EXERCISE GOAL: A faithful copy of all the entries is required, with no pictures in it.

Records from a data source:
..........
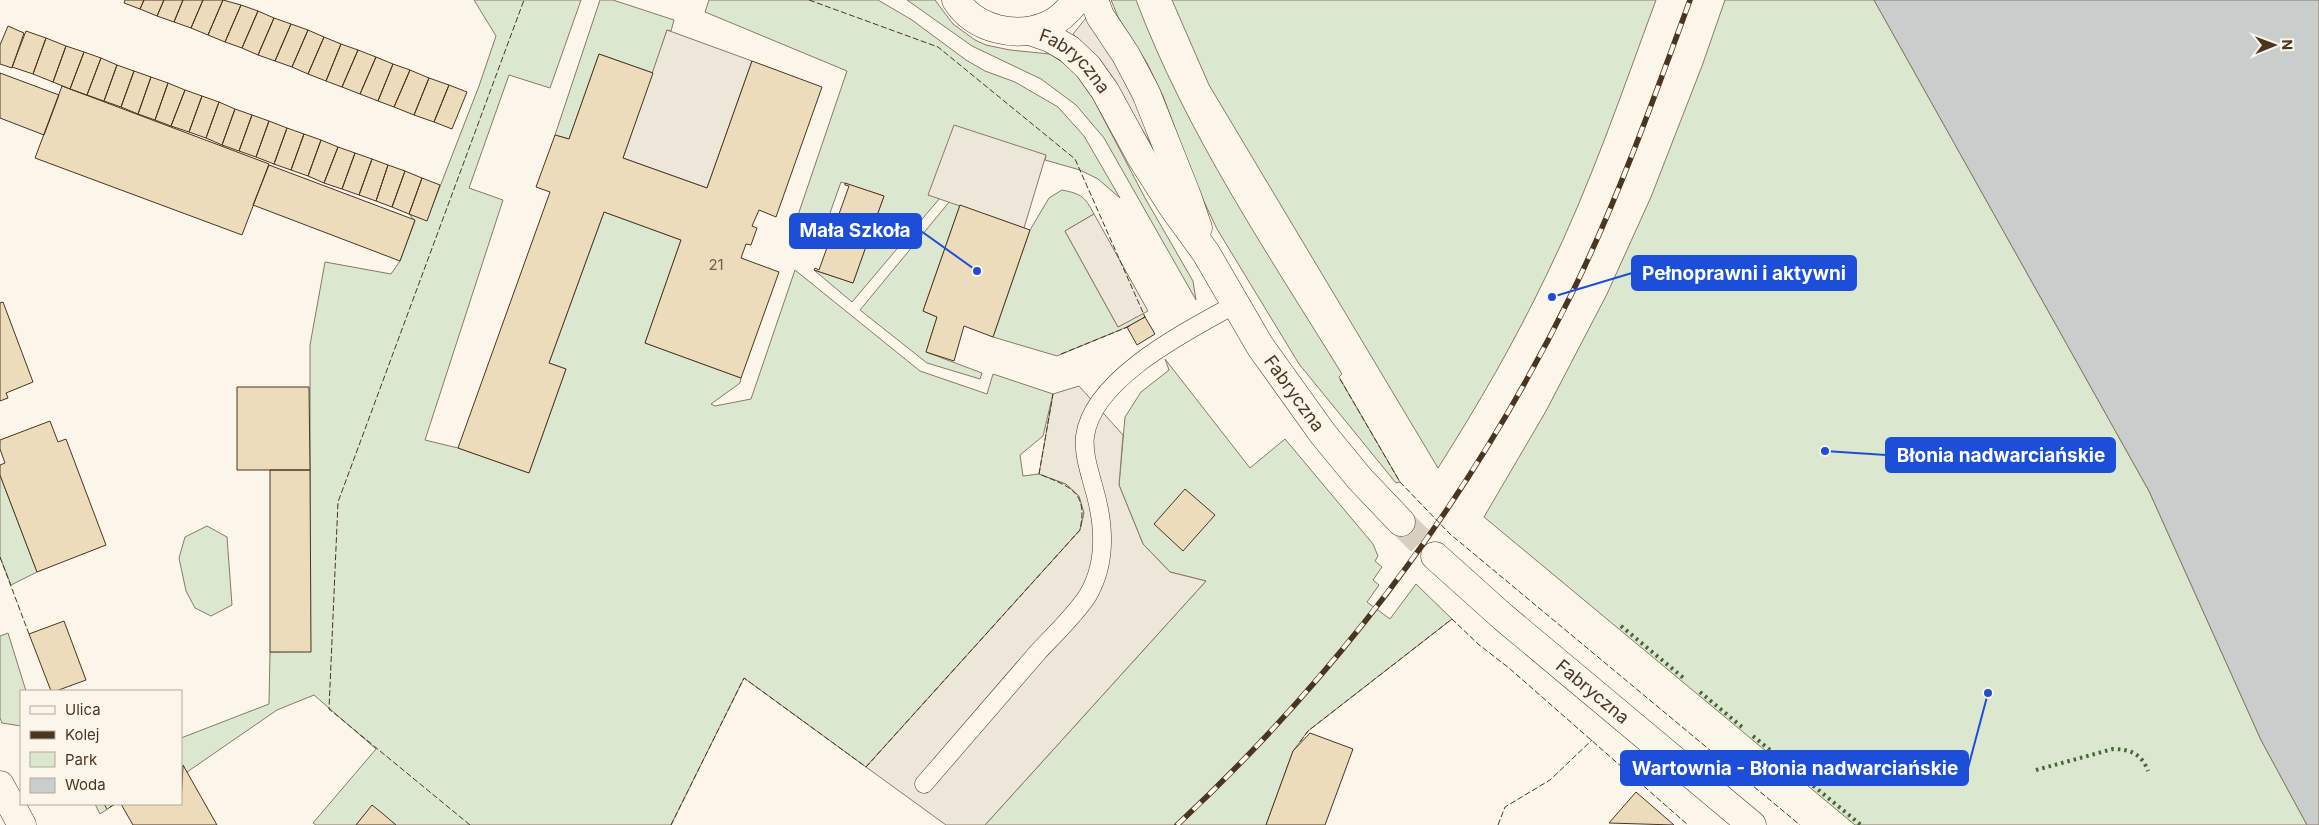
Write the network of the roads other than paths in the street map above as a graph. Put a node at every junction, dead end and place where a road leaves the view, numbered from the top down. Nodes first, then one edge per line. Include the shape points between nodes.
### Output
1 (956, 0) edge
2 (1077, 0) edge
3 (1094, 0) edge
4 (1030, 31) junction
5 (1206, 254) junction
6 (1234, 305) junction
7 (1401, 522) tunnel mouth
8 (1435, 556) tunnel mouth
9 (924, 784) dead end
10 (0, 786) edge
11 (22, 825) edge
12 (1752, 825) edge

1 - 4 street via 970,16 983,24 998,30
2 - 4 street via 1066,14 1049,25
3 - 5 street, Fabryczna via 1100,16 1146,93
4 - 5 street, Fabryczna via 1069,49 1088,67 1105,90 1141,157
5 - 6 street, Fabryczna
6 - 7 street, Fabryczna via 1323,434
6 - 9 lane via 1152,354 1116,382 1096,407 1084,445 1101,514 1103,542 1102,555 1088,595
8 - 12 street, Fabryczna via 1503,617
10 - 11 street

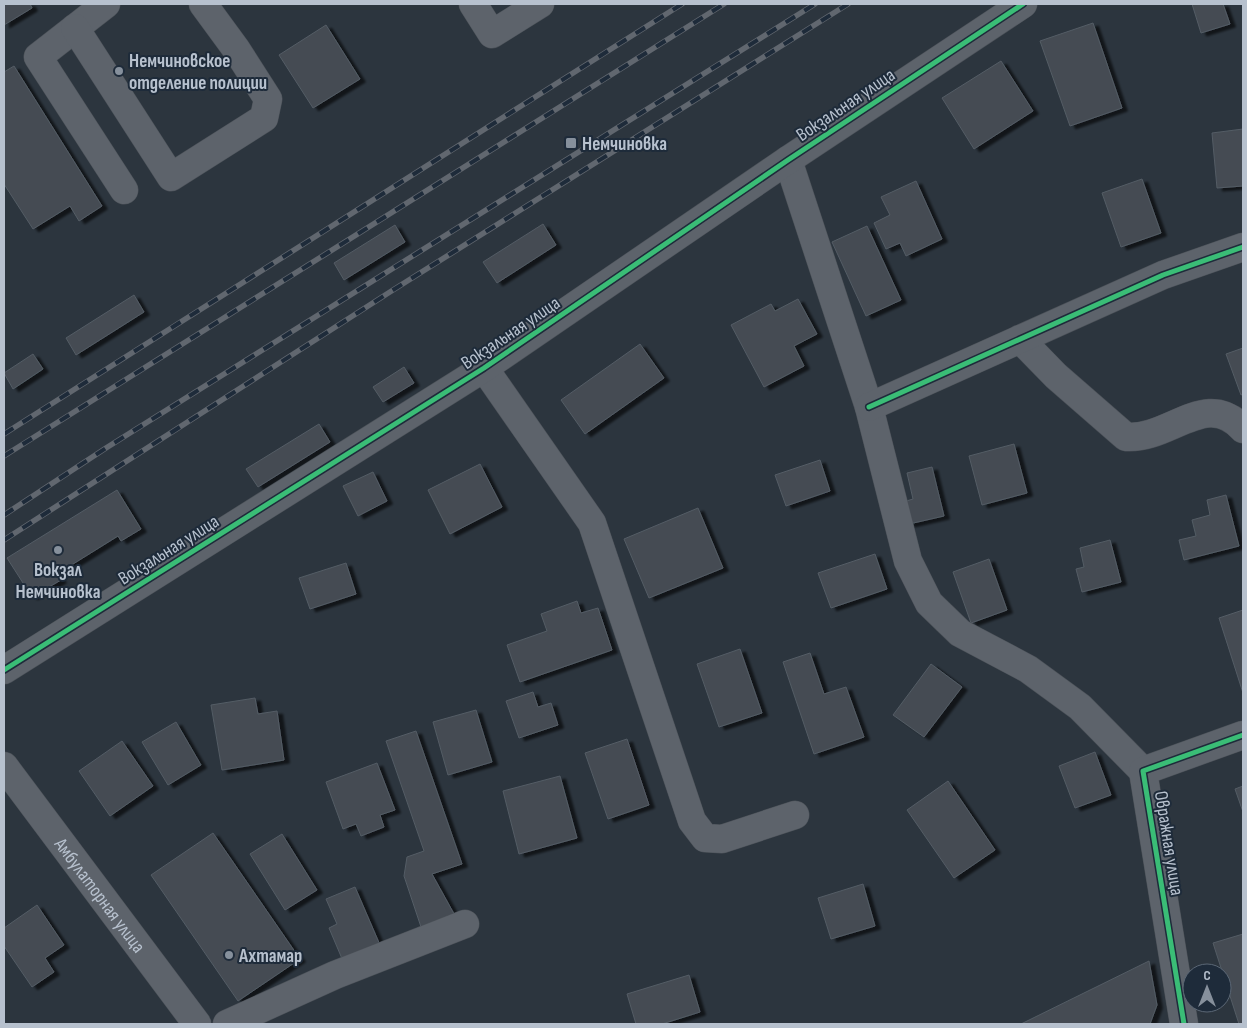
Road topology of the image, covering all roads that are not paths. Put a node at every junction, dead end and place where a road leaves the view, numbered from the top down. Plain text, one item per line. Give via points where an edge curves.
..........
EXERCISE SOLUTION:
Write the network of the roads other than paths in the street map above as a graph. Put a node at every junction, dead end and place where a road leaves the view, numbered from the top down. Nodes first, then one edge per line. Include the shape points between nodes.
### Output
1 (956, 0) edge
2 (1077, 0) edge
3 (1094, 0) edge
4 (1030, 31) junction
5 (1206, 254) junction
6 (1234, 305) junction
7 (1401, 522) tunnel mouth
8 (1435, 556) tunnel mouth
9 (924, 784) dead end
10 (0, 786) edge
11 (22, 825) edge
12 (1752, 825) edge

1 - 4 street via 970,16 983,24 998,30
2 - 4 street via 1066,14 1049,25
3 - 5 street, Fabryczna via 1100,16 1146,93
4 - 5 street, Fabryczna via 1069,49 1088,67 1105,90 1141,157
5 - 6 street, Fabryczna
6 - 7 street, Fabryczna via 1323,434
6 - 9 lane via 1152,354 1116,382 1096,407 1084,445 1101,514 1103,542 1102,555 1088,595
8 - 12 street, Fabryczna via 1503,617
10 - 11 street

Road topology of the image, covering all roads that are not paths. Put a node at every junction, dead end and place where a road leaves the view, numbered from the top down. Plain text, one item per line. Give via points where an edge curves.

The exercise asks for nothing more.